In the summer of 1997, Celtics fans were the most excited they’d been since the original Big Three of Larry Bird, Kevin McHale and Robert Parish won the team’s last championship 11 years earlier. The Celtics had been the worst team in the NBA during the 1996-97 season, and had earned the most ping pong balls in the NBA Draft Lottery in the hopes of landing center Tim Duncan out of Wake Forest.
They also had another lottery pick thanks to a deal with the Dallas Mavericks, and the ultimate dream was to end up with the No. 1 and No. 2 picks, and select Utah forward Keith Van Horn alongside Duncan. That would set up new Boston coach Rick Pitino for immediate success, and create a new dynastic run of championships for the Celtics.

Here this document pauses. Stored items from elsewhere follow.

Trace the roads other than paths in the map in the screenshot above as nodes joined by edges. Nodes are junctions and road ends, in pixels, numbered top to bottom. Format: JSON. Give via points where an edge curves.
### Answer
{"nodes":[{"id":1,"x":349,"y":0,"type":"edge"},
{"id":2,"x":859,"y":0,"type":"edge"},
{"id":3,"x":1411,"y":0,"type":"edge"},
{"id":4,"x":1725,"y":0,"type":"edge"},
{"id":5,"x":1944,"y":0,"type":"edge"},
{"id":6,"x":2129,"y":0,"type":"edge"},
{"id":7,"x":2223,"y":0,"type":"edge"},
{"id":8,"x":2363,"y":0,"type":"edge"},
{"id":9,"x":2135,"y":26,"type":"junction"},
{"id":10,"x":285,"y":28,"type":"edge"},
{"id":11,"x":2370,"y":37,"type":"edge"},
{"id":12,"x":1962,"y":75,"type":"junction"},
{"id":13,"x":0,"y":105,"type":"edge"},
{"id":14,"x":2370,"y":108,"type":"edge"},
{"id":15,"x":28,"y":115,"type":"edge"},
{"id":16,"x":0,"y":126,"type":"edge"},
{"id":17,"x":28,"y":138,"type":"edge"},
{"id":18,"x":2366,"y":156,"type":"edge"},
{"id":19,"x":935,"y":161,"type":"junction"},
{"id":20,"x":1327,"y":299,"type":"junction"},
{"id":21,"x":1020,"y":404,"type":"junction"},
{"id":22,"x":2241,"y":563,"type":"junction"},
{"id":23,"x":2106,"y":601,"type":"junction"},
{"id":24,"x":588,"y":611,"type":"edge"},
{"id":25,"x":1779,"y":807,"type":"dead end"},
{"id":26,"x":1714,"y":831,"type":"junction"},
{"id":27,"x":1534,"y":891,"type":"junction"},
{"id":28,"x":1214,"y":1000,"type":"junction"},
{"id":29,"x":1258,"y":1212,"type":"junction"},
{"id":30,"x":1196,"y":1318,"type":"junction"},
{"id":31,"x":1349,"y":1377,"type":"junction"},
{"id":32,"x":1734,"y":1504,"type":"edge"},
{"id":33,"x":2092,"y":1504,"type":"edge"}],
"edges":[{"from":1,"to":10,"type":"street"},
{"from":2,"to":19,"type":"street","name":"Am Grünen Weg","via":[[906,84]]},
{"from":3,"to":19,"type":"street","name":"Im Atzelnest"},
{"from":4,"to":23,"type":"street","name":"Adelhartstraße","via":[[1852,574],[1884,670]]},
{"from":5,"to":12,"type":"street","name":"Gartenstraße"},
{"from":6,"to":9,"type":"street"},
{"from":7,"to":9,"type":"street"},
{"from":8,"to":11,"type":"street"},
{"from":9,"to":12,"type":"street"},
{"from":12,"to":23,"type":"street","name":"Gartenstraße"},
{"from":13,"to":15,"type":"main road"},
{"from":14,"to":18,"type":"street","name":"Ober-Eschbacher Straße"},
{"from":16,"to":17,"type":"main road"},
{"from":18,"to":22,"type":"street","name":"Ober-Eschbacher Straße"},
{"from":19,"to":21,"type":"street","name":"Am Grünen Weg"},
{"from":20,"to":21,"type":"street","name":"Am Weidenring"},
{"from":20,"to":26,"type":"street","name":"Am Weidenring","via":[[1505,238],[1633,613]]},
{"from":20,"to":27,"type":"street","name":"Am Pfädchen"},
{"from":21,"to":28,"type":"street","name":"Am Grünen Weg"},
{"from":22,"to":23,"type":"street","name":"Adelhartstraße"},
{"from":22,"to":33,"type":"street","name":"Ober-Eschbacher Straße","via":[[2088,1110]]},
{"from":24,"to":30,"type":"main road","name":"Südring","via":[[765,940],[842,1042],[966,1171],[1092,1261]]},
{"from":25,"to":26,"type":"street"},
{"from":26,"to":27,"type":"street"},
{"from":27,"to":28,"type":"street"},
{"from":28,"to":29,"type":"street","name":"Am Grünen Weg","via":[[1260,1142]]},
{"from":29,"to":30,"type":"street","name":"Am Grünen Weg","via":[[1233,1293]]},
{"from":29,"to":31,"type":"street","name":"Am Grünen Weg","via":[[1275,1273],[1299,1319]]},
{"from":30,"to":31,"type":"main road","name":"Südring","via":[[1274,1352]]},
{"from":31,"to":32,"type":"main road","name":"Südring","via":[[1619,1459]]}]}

It’s all my best friend Pat and I could talk about at the time, and one night, I decided I wanted to talk about it with Mike Adams.
I anxiously called the show’s phone number, 617-BIG-ED-HI, and waited to be pushed through on-air. An avid caller of radio stations and the former host of my own cable access call-in game show, I knew the drill. I heard the little noise that meant I was now live on the air.
“Tim in Ware-um,” Adams started off the call.
“Wareham, Mike,” I replied, because of course I had to correct the host, and there was some awkward back-and-forth for a few seconds. Adams’ guest that night, former Boston Bruins enforcer Lyndon Byers, jumped for a punchline.
“Put the bong down, Tim,” LB said. I’m not sure I knew what a bong was at that time in my life.
I then asked my question. “Say the Celtics do draft Duncan and Van Horn with their picks, who should they keep and who should they get rid of?”
There’s a little bit of thinking on the part of Adams and Byers, including LB thinking Van Horn was a point guard instead of a forward. Let’s cut him some slack; he had only been retired for a few years after a long career in pro hockey, and had taken a lot of shots to the head in his many, many fights on the ice.
Then here I come, bringing in love of flawed players Antoine Walker and Eric Williams in my absolute worst Masshole accent.
“You’ve got to keep your Walker, you’ve got to keep your Williams,” I said. Walker came out more like Wahkuh.
Adams and Byers also mention some of the other Celtics “greats” of that era that were worth keeping, like David Wesley, Rick Fox and Todd Day. At the same time, Levine started poking Byers with a hockey stick, instigating a play fight and allowing me to use profanity for the first time (and not the last, I’m sure) on public airwaves.
“Morry, kick his ass,” I said.
Then Adams brought up the butt of all Celtics jokes of that time period, Acie Earl, and I followed that up by dropping the name of Blue Edwards. Bad memories indeed.
Being all of 19 years old at the time, I sound like a complete dweeb, even referring to the Celtics as “we,” as if I somehow played for the team – a cardinal sin when discussing a sports franchise to any seasoned sports journalist or commentator. I’m sure Adams cringed when he heard that.
You can hear my lame call beginning at 7:04 of this segment. Enjoy it in all of its '90s glory.
It’s hard to imagine that just four years after this terrible phone call, I’d be the beat writer covering the Boston Celtics for the Standard-Times – or that a decade later, I’d be in the TD Garden locker room as the Celtics were celebrating their next NBA Championship.
Of course, that championship was with Paul Pierce, Kevin Garnett and Ray Allen, because way back in 1997, the Celtics ended up in a worst-case scenario and only got the No. 3 and No. 6 picks in that draft.
They missed out on a future Hall of Famer in Duncan, who had a long career with the San Antonio Spurs, and on Van Horn as well. They ended up drafting Chauncey Billups at No. 3, and he was shipped out of town halfway through his rookie season. They took Ron Mercer at No. 6, and he was gone after two seasons in Boston. Pitino was gone shortly thereafter himself, and the Celtics languished in mediocrity for another six seasons before Danny Ainge built Boston back into a contender.
During my time covering the Celtics, I also got to make frequent on-screen appearances on another cable TV sports show, CN8’s SportsPulse, talking about the Celtics and the New England Patriots. I even got the chance to make some appearances on NBA TV as well.
I’d like to think I’ve lost the accent, even if I’ve retained the same dumb sports takes.